Credit: Nicola Dovel © 2019 DANJAQ, LLC AND MGM. ALL RIGHTS RESERVED.

Before I start this review, I have to make a confession: Until NO TIME TO DIE landed on my doorstep, I had never seen a James Bond movie from the Daniel Craig era. There’s been a few, but until recently I had only seen the Pierce Brosnan-starring Goldeneye. One of the benefits of living during a pandemic era is the increase of free time available to watch everything I missed. This helped fill a void that is my vanity as a movie fan and finally embark on two franchises I was alien to –  James Bond and Star Wars. With Bond, I was attempting to catch them all prior to the theatrical release of NO TIME TO DIE, but there were more than I anticipated and so far left off at The World is Not Enough. I will fill in the gaps soon enough, but I was anxious to watch this one as the reaction from fans was polarizing which only makes it more enticing.

NO TIME TO DIE starts with Bond retired and trying to live his life with partner Madeleine (Lea Seydoux, The Lobster). His assistance is required to help find a rogue scientist that proves connected to a larger picture. Rami Malek also stars which means there’s more of a psychologically driven villain via Lyutsifer Safin. Safin is using the scientist’s technology of nanobots to spread a virus bioweapon.

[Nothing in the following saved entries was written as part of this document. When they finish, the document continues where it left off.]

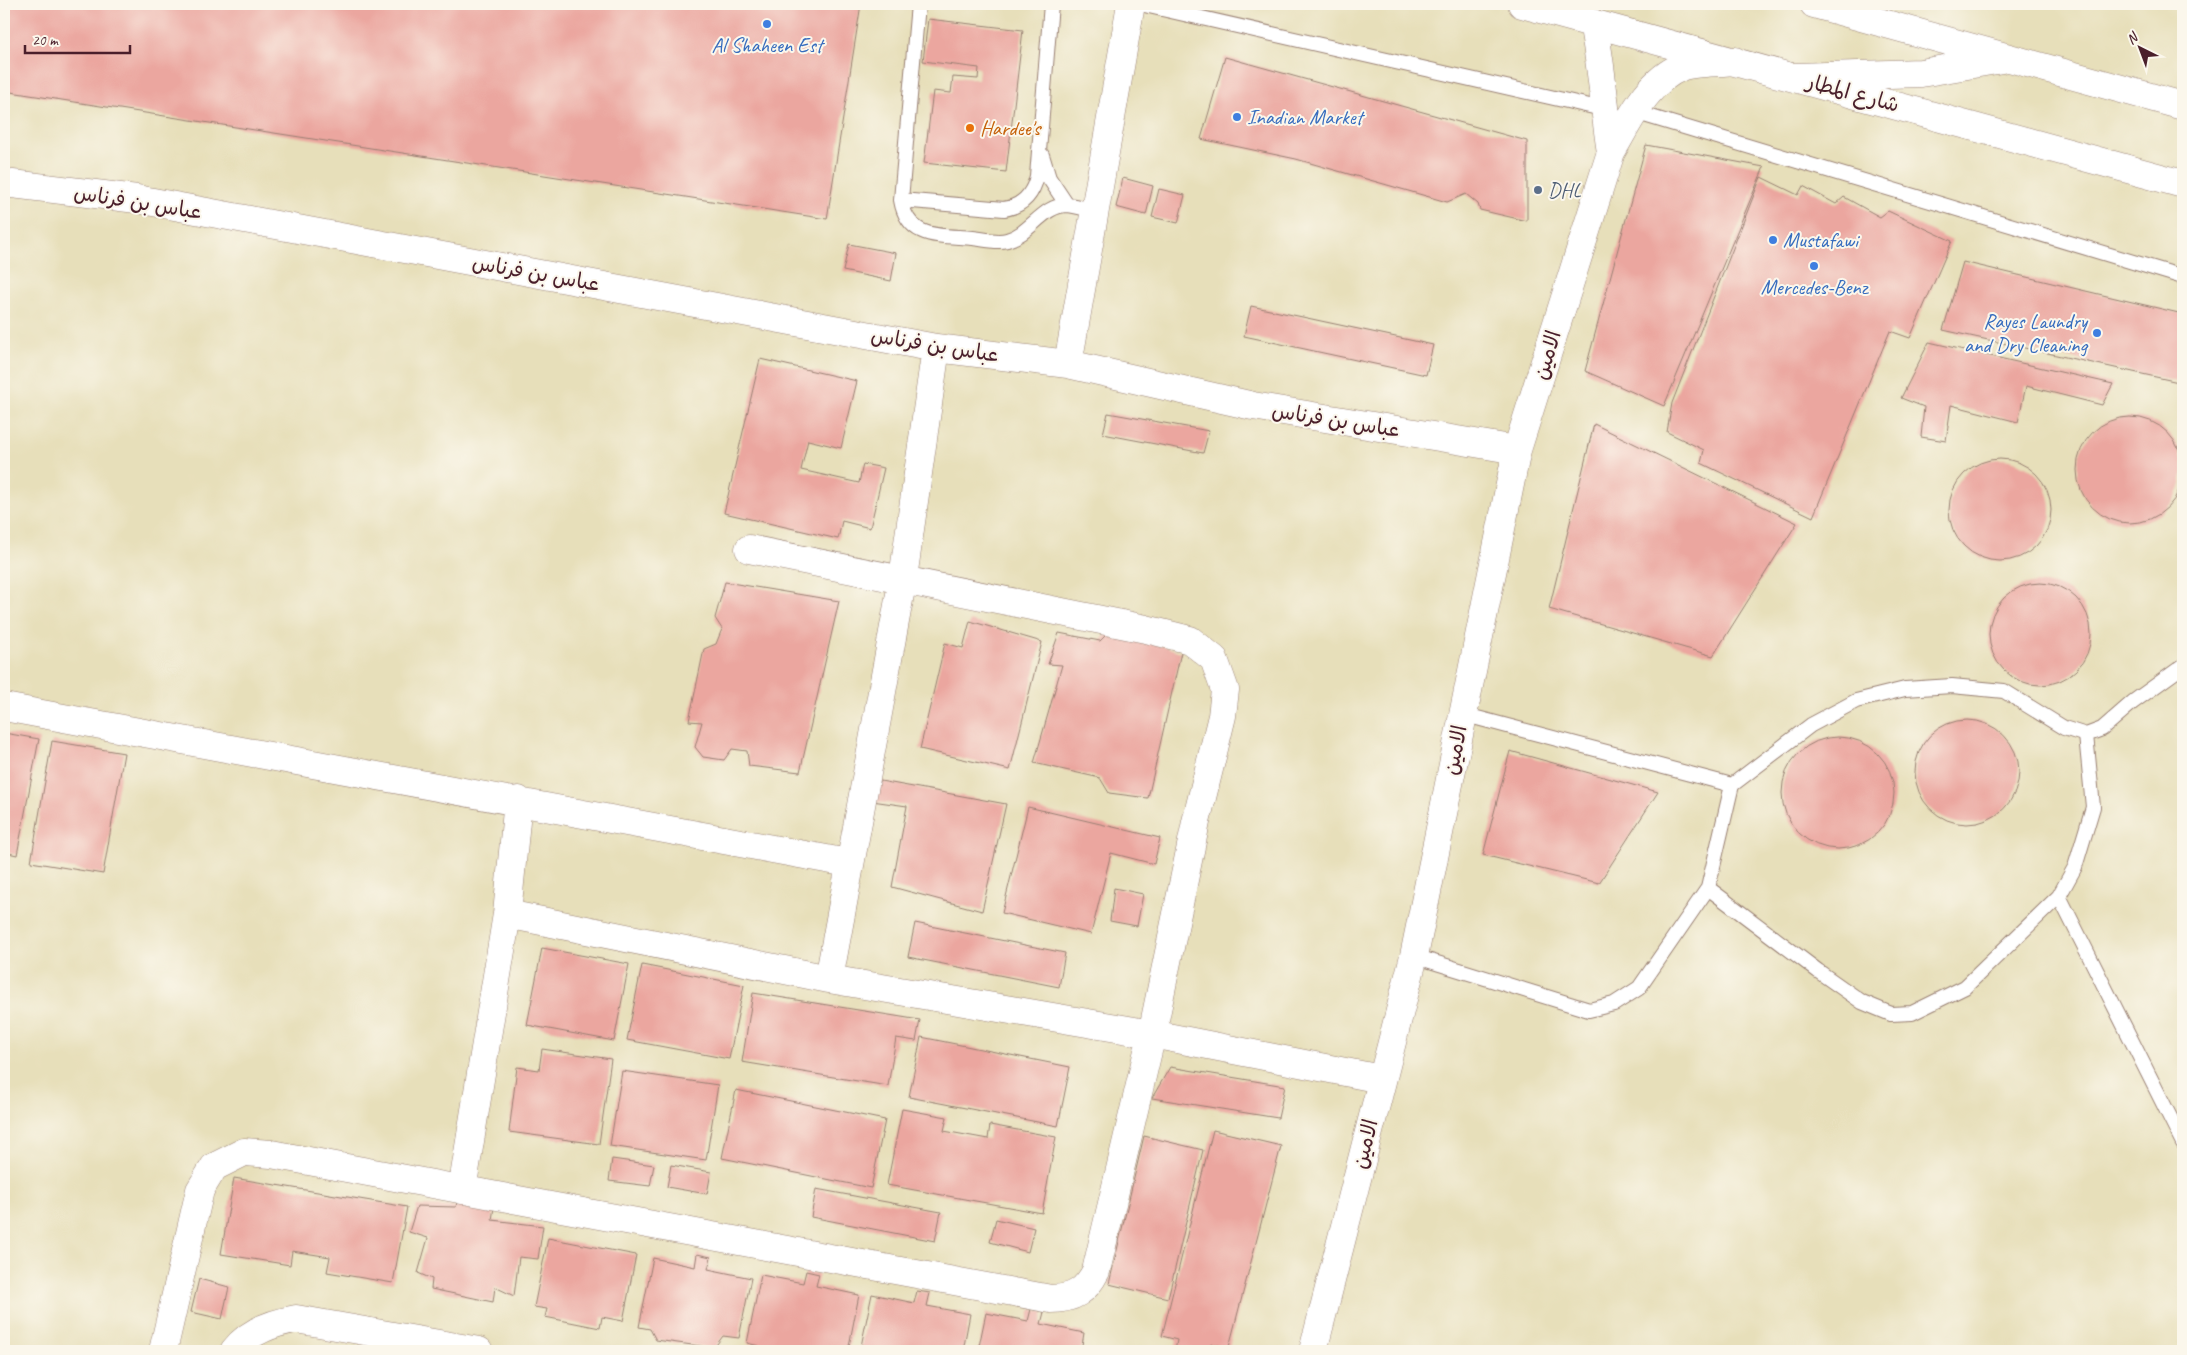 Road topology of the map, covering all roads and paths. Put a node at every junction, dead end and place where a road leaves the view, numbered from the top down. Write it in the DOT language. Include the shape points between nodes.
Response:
graph roads {
  1 [pos="918,4"];
  2 [pos="1051,4"];
  3 [pos="1130,4"];
  4 [pos="1140,4"];
  5 [pos="1522,4"];
  6 [pos="1814,4"];
  7 [pos="1592,24"];
  8 [pos="2008,58"];
  9 [pos="1735,61"];
  10 [pos="1795,77"];
  11 [pos="2183,106"];
  12 [pos="1604,110"];
  13 [pos="1635,112"];
  14 [pos="1040,146"];
  15 [pos="1611,152"];
  16 [pos="4,183"];
  17 [pos="2183,184"];
  18 [pos="901,200"];
  19 [pos="1067,205"];
  20 [pos="1095,211"];
  21 [pos="2183,277"];
  22 [pos="936,348"];
  23 [pos="1068,364"];
  24 [pos="1517,450"];
  25 [pos="749,549"];
  26 [pos="903,578"];
  27 [pos="2183,666"];
  28 [pos="4,707"];
  29 [pos="1462,714"];
  30 [pos="2086,735"];
  31 [pos="1732,785"];
  32 [pos="518,800"];
  33 [pos="848,862"];
  34 [pos="1708,888"];
  35 [pos="2059,896"];
  36 [pos="506,914"];
  37 [pos="1414,956"];
  38 [pos="829,979"];
  39 [pos="1152,1034"];
  40 [pos="1381,1080"];
  41 [pos="2183,1142"];
  42 [pos="462,1190"];
  43 [pos="162,1351"];
  44 [pos="234,1351"];
  45 [pos="479,1351"];
  46 [pos="1313,1351"];
  1 -- 18 [label="lane"];
  2 -- 14 [label="lane"];
  3 -- 20 [label="main road"];
  4 -- 12 [label="lane"];
  5 -- 7 [label="main road, شارع المطار"];
  6 -- 8 [label="main road"];
  7 -- 9 [label="main road, شارع المطار"];
  7 -- 12 [label="main road, الامين" via="1602,68"];
  8 -- 10 [label="main road" via="1921,73"];
  8 -- 11 [label="main road"];
  9 -- 10 [label="main road, شارع المطار"];
  9 -- 13 [label="main road, الامين" via="1682,67 1656,84"];
  10 -- 17 [label="main road, شارع المطار"];
  12 -- 13 [label="lane"];
  12 -- 15 [label="main road, الامين"];
  13 -- 15 [label="main road, الامين"];
  13 -- 21 [label="lane"];
  14 -- 18 [label="lane" via="1034,187 1028,197 1011,208"];
  14 -- 19 [label="lane" via="1049,178"];
  15 -- 24 [label="main road, الامين"];
  16 -- 22 [label="main road, عباس بن فرناس" via="137,199"];
  18 -- 19 [label="lane" via="903,214 910,223 928,234 1004,241 1020,236 1053,208"];
  19 -- 20 [label="lane"];
  20 -- 23 [label="main road"];
  22 -- 23 [label="main road, عباس بن فرناس"];
  22 -- 26 [label="main road"];
  23 -- 24 [label="main road, عباس بن فرناس" via="1252,406"];
  24 -- 29 [label="main road, الامين"];
  25 -- 26 [label="main road"];
  26 -- 33 [label="main road"];
  26 -- 39 [label="main road" via="1190,640 1214,659 1225,690 1222,716 1196,822"];
  27 -- 30 [label="lane" via="2102,729"];
  28 -- 32 [label="main road"];
  29 -- 31 [label="lane"];
  29 -- 37 [label="main road, الامين"];
  30 -- 31 [label="lane" via="2064,728 2004,691 1952,686 1905,689 1856,701 1811,724"];
  30 -- 35 [label="lane" via="2094,807 2075,867"];
  31 -- 34 [label="lane"];
  32 -- 33 [label="main road"];
  32 -- 36 [label="main road"];
  33 -- 38 [label="main road"];
  34 -- 35 [label="lane" via="1862,1002 1890,1014 1912,1013 1965,986"];
  34 -- 37 [label="lane" via="1639,988 1614,1004 1589,1010"];
  35 -- 41 [label="lane"];
  36 -- 38 [label="main road"];
  36 -- 42 [label="main road"];
  37 -- 40 [label="main road, الامين"];
  38 -- 39 [label="main road"];
  39 -- 40 [label="main road"];
  39 -- 42 [label="main road" via="1096,1271 1083,1290 1063,1299"];
  40 -- 46 [label="main road, الامين"];
  42 -- 43 [label="main road" via="270,1154 244,1152 214,1167 200,1190"];
  44 -- 45 [label="main road" via="252,1333 273,1323 296,1319"];
} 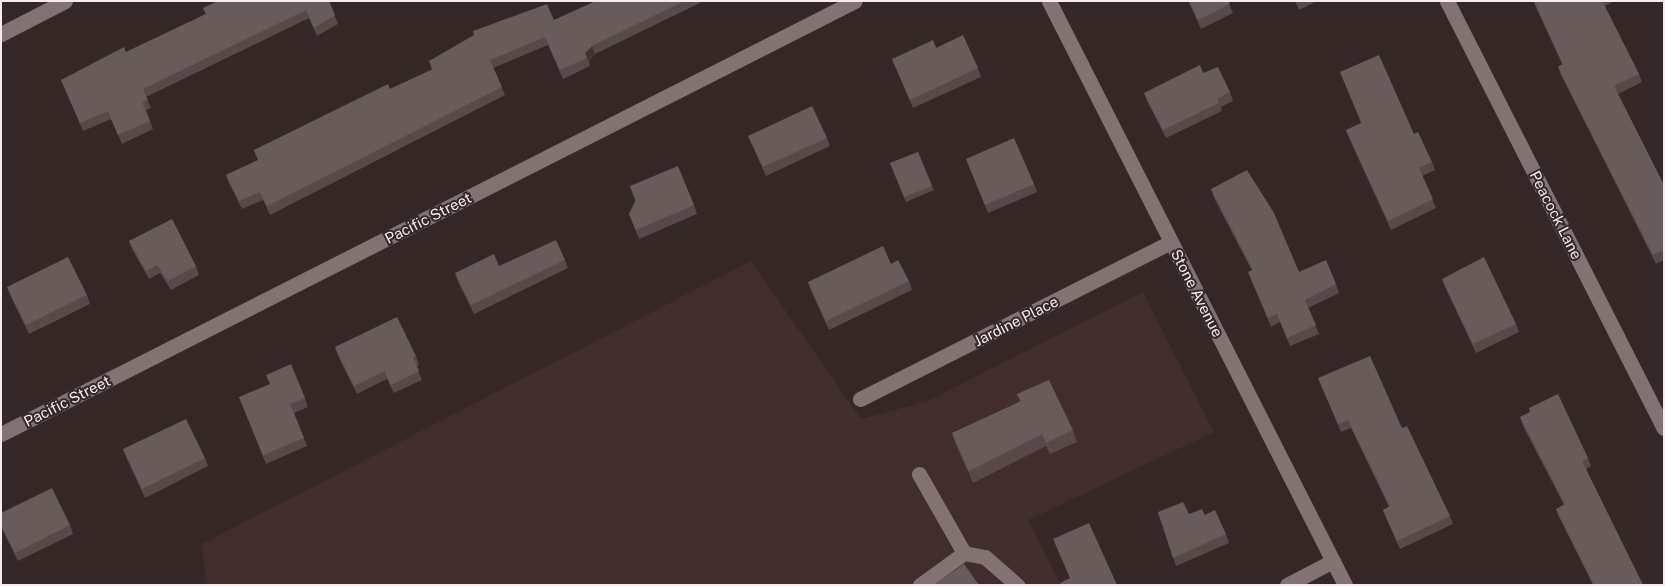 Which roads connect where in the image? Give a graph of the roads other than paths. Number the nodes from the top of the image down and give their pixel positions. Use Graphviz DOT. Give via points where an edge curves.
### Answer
graph roads {
  1 [pos="65,1"];
  2 [pos="855,1"];
  3 [pos="1049,1"];
  4 [pos="1448,1"];
  5 [pos="1,34"];
  6 [pos="1171,242"];
  7 [pos="860,399"];
  8 [pos="1664,428"];
  9 [pos="1,434"];
  10 [pos="919,474"];
  11 [pos="964,553"];
  12 [pos="1333,561"];
  13 [pos="920,585"];
  14 [pos="1017,585"];
  15 [pos="1287,585"];
  16 [pos="1345,585"];
  1 -- 5 [label="street"];
  2 -- 9 [label="street, Pacific Street"];
  3 -- 6 [label="street, Stone Avenue"];
  4 -- 8 [label="street, Peacock Lane"];
  6 -- 7 [label="street, Jardine Place"];
  6 -- 12 [label="street, Stone Avenue"];
  10 -- 11 [label="street"];
  11 -- 13 [label="street"];
  11 -- 14 [label="street" via="985,557"];
  12 -- 15 [label="street"];
  12 -- 16 [label="street, Stone Avenue"];
} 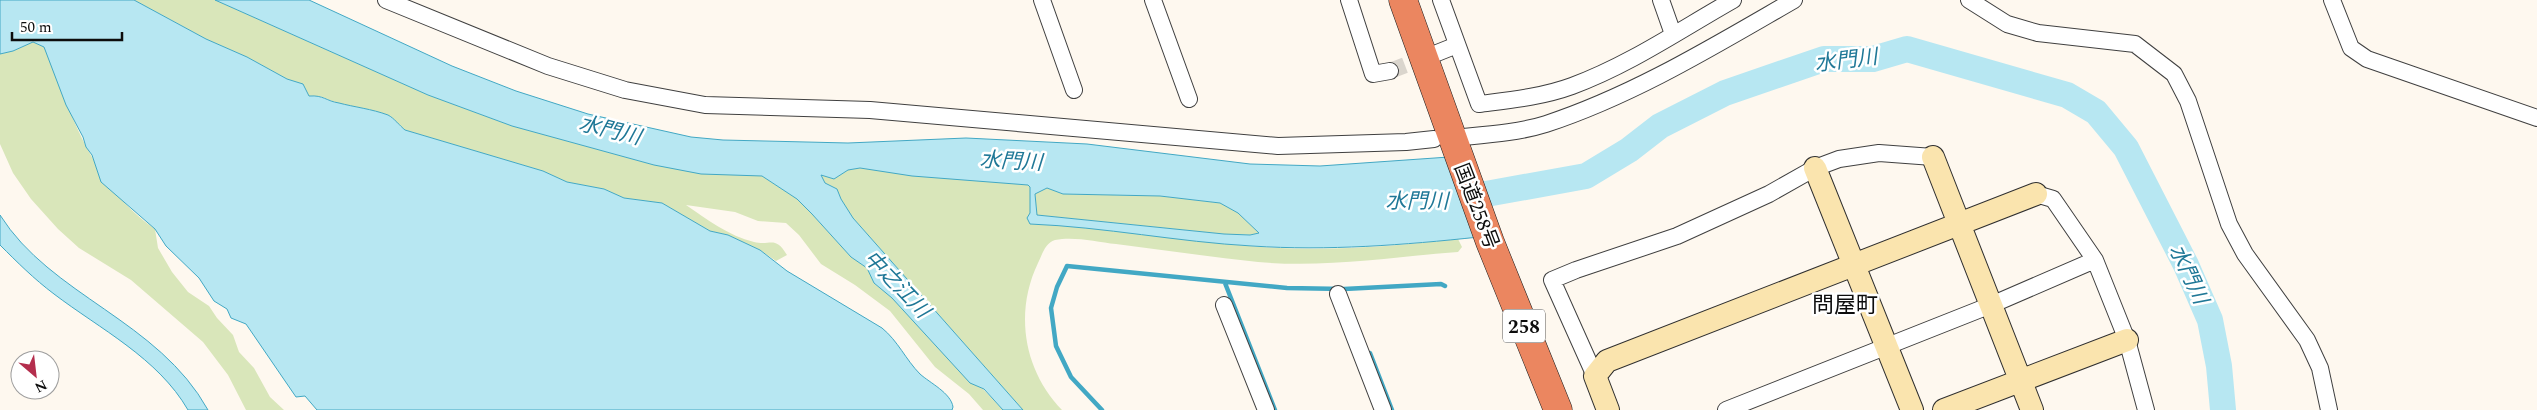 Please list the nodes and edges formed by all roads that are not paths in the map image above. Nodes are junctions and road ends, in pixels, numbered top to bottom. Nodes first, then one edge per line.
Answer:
1 (386, 0) edge
2 (1042, 0) edge
3 (1153, 0) edge
4 (1349, 0) edge
5 (1383, 0) edge
6 (1403, 0) edge
7 (1441, 0) edge
8 (1661, 0) edge
9 (1733, 0) edge
10 (1794, 0) edge
11 (1969, 0) edge
12 (2332, 0) edge
13 (1673, 34) junction
14 (1458, 46) junction
15 (1437, 53) tunnel mouth
16 (1390, 70) tunnel mouth
17 (1074, 90) dead end
18 (1189, 99) dead end
19 (2537, 118) edge
20 (1445, 144) junction
21 (1933, 157) joint
22 (1815, 168) junction
23 (2036, 194) joint
24 (1959, 223) junction
25 (1482, 245) junction
26 (2095, 260) junction
27 (1854, 265) junction
28 (1338, 294) dead end
29 (1224, 304) dead end
30 (1991, 305) junction
31 (2128, 340) junction
32 (1887, 347) junction
33 (1595, 376) junction
34 (2021, 382) junction
35 (1266, 410) edge
36 (1383, 410) edge
37 (1538, 410) edge
38 (1558, 410) edge
39 (1608, 410) edge
40 (1726, 410) edge
41 (1912, 410) edge
42 (1944, 410) edge
43 (2032, 410) edge
44 (2146, 410) edge
45 (2329, 410) edge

Due to the pandemic, NO TIME TO DIE was one of the biggest movies shoved around as the studio was determined to make this an exclusive theatrical release.  It eventually made its way after a much-publicized marketing campaign that started in 2019 and didn’t exactly leave a mark at the box office. The numbers aren’t really to be blamed on the film itself as nowadays it’s unpredictable what’s going to be hit during COVID. The benefit to this is that we get a quick home video release.

The 4K set comes with the Ultra HD disc, Blu-ray, and digital copy. Typically, mainstream releases like this don’t have too much to say on the extras, but NO TIME TO DIE finds itself inside a handsome package. While there’s a handful of small features on here, one of the incentives to purchase the 4K set is the documentary “Being James Bond.” Noted as a UHD exclusive, this is a 46 minute retrospective of the Daniel Craig era featuring him and producers Michael G. Wilson and Barbara Broccoli. They cover in chronological order all his films and are honest about fan reactions to his casting as well the individual films themselves. It’s a perfect sendoff for the Craig timeline and fans will love this.

In terms of technical aspects, Universal delivers on the 2160/Dolby Vision UHD presentation. As far as I could tell, I saw no encoding issues, and the various set pieces shine through the format. With car chases and many explosions, NO TIME TO DIE brings its Dolby Atmos track to life. Helicopter scenes utilize every speaker and all action sequences create an immersive experience.

As for the movie itself, that’s debatable. While watching it, I couldn’t stop thinking how grim it felt. The earlier incarnations had Bond having the time of his life, playing with new gadgets, and exploiting beautiful bodies. In NO TIME TO DIE, it was all seriousness and a villain that didn’t feel so out of touch. When asking around, the consensus is that this is how all the Craig films felt. No spoilers, but this one ends on a super sour note which wasn’t how I planned to feel when I started watching.

NO TIME TO DIE is debatable as to where it stands as one of the top Bond films, but Universal went out of their way to make their 4K set a worthwhile purchase.